The Research and Applied AI Summit (RAAIS) is a community for entrepreneurs and researchers who accelerate the science and applications of AI technology. In the lead up to our 5th annual event on June 28th 2019 in London, we’re running a series of speaker profiles to shed more light on what you can expect to learn on the day!
At this year’s RAAIS, we are excited to support a talented group of young AI researchers who we believe will be driving the field forward in years to come. Alex Ratner is a 5th year PhD student in Computer Science at Stanford University working with Chris Ré in the DAWN, Info, and StatsML labs at Stanford, where he leads the Snorkel project (snorkel.stanford.edu). You will remember this project from Chris Ré’s talk at RAAIS 2018 on software 2.0. Alex’s research focuses on applying data management and statistical learning principles to emerging machine learning workflows. These include creating and managing training data and applying this to real-world problems in medical imaging and monitoring, knowledge base construction, and more.

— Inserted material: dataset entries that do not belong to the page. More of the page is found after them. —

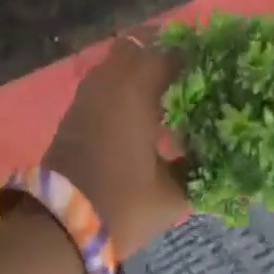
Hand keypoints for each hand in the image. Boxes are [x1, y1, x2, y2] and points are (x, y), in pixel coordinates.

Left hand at [44, 35, 190, 256]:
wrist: (59, 228)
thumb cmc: (123, 205)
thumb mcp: (172, 194)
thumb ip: (196, 168)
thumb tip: (212, 154)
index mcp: (136, 91)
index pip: (170, 53)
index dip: (193, 56)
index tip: (214, 67)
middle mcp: (109, 83)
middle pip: (138, 45)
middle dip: (162, 51)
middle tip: (189, 72)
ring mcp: (87, 95)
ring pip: (116, 61)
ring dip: (139, 67)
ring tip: (168, 90)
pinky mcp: (74, 112)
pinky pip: (103, 81)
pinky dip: (122, 84)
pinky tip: (141, 110)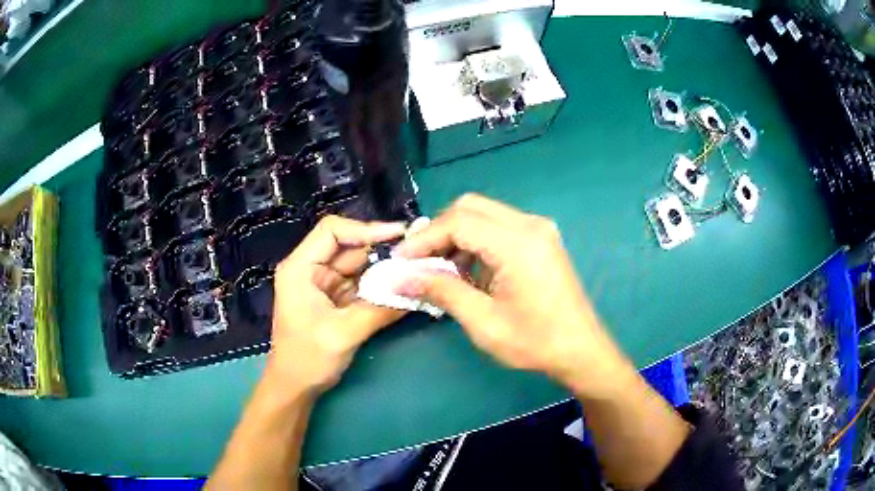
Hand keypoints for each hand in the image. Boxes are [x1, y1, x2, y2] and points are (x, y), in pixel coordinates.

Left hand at [268, 216, 407, 394]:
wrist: (295, 387)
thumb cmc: (308, 359)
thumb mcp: (343, 334)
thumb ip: (379, 310)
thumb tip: (417, 291)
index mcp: (300, 268)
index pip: (332, 231)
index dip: (365, 228)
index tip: (399, 236)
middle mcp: (310, 269)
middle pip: (349, 245)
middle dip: (381, 248)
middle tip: (416, 253)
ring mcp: (323, 283)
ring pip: (358, 264)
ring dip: (383, 267)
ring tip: (414, 268)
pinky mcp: (334, 298)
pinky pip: (360, 282)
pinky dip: (379, 284)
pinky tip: (401, 285)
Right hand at [394, 194, 631, 397]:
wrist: (580, 350)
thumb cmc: (534, 342)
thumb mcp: (483, 321)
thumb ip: (441, 291)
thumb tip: (401, 278)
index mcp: (518, 244)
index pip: (458, 222)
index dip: (424, 239)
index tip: (401, 260)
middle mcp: (530, 225)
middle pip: (470, 208)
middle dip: (438, 231)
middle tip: (419, 261)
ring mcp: (539, 229)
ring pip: (484, 214)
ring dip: (457, 235)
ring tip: (440, 269)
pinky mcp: (541, 239)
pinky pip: (499, 227)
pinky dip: (476, 241)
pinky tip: (468, 269)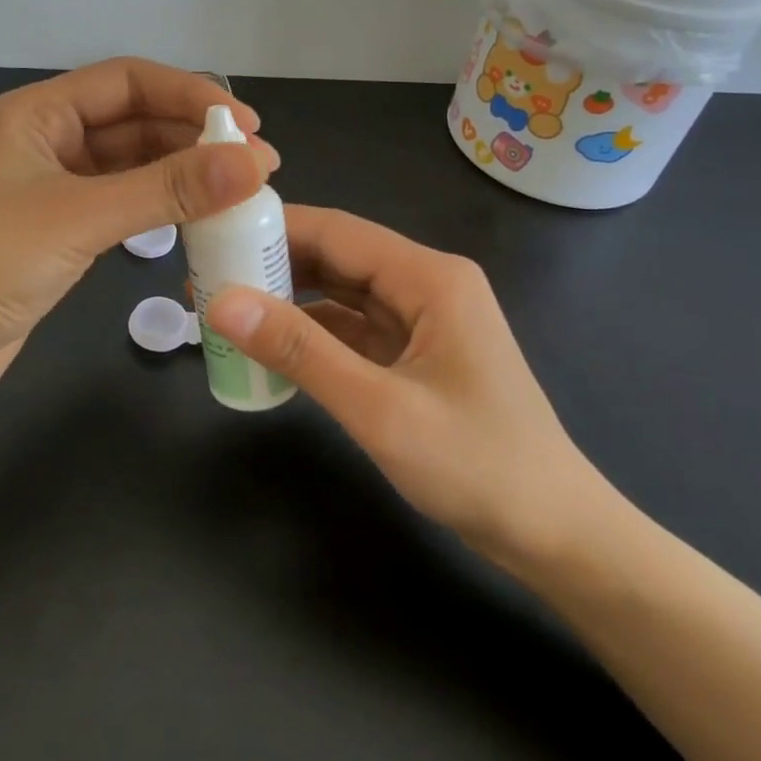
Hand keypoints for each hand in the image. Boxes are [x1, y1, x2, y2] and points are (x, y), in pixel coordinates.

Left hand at [0, 58, 276, 416]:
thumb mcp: (80, 218)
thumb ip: (166, 189)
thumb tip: (251, 163)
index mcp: (36, 114)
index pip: (127, 82)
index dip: (190, 95)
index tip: (247, 126)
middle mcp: (46, 141)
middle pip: (134, 121)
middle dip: (195, 137)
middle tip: (258, 164)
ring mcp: (53, 189)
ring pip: (132, 165)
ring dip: (183, 174)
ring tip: (240, 191)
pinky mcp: (61, 232)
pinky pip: (123, 204)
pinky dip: (161, 207)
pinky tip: (199, 218)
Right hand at [205, 207, 612, 580]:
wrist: (554, 533)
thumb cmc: (476, 466)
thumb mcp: (378, 408)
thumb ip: (300, 351)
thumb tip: (221, 302)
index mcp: (429, 277)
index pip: (337, 231)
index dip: (272, 227)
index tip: (213, 234)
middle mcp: (425, 285)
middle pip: (336, 256)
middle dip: (272, 263)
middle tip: (206, 275)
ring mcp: (421, 320)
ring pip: (340, 292)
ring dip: (287, 298)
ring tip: (224, 306)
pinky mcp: (413, 353)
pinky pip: (351, 329)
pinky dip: (310, 333)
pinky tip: (269, 344)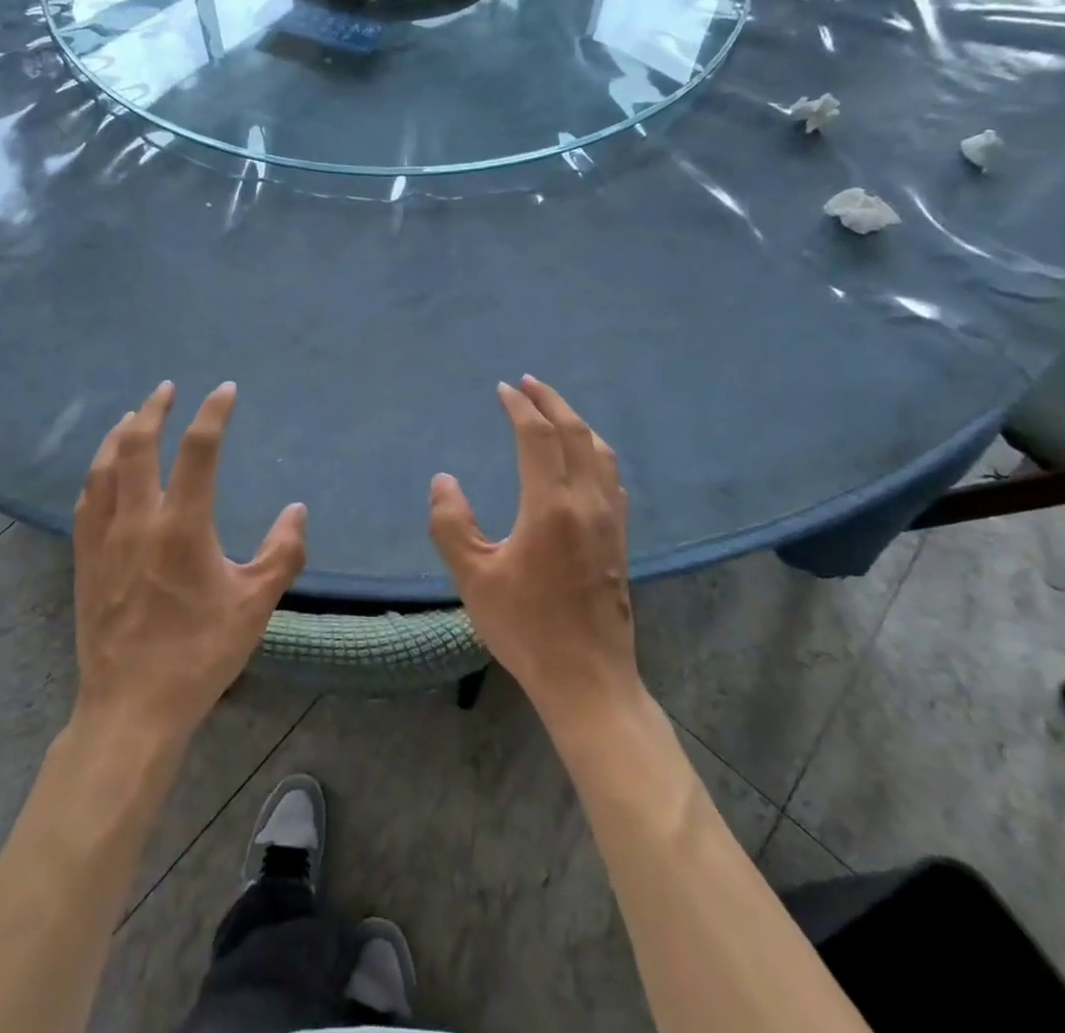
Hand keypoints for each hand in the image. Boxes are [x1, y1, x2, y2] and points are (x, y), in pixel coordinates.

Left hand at [71, 381, 306, 742]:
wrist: (131, 707)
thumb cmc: (198, 654)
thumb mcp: (255, 606)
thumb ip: (283, 553)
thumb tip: (296, 510)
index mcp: (181, 526)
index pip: (198, 450)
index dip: (213, 413)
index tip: (225, 390)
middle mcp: (137, 520)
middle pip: (138, 446)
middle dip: (153, 409)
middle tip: (167, 389)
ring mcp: (104, 538)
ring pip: (104, 467)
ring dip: (120, 434)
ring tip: (133, 416)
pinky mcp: (85, 560)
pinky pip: (86, 500)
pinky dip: (97, 471)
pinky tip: (103, 471)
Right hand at [428, 376, 638, 725]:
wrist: (588, 681)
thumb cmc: (526, 628)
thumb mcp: (473, 578)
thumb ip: (451, 524)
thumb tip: (444, 480)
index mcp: (551, 507)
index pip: (538, 437)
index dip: (519, 408)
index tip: (503, 389)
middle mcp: (588, 503)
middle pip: (575, 434)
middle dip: (551, 402)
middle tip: (528, 383)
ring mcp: (610, 521)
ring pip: (600, 453)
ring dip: (576, 423)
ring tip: (555, 412)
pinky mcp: (620, 541)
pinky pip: (612, 478)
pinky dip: (595, 453)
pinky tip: (586, 462)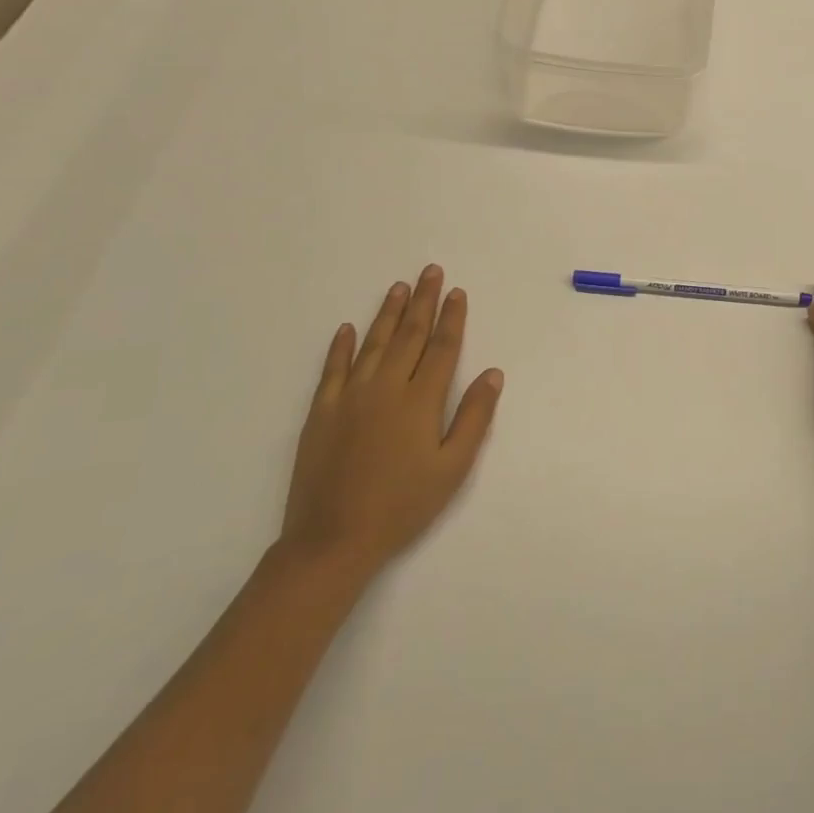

Alex’s work has received a number of awards including VLDB 2018 “Best Of”, and his graduate work is supported by a Stanford Bio-X SIGF fellowship. Before beginning his PhD at Stanford, Alex earned an AB in Physics from Harvard College.
One of the key bottlenecks in building machine learning systems today is creating and managing large labelled training datasets. In his talk at RAAIS 2019, Alex will describe his group’s work on systems to support and accelerate ways of creating training data in higher-level, programmatic, but noisier ways---often referred to as weak supervision. This work is motivated by the observation that ML developers spend an increasing amount of their time doing training data engineering---i.e. labelling, augmenting, reshaping, cleaning, and maintaining training datasets---and that we can better support these emerging workflows with both data management and statistical learning tools and principles. Alex will describe Snorkel, their open-source system for training data labelling (snorkel.stanford.edu), that can reduce training data creation time from months to days. He will also present recent work around data augmentation and multi-task supervision; and applications of this work in domains ranging from medical imaging to unstructured data extraction.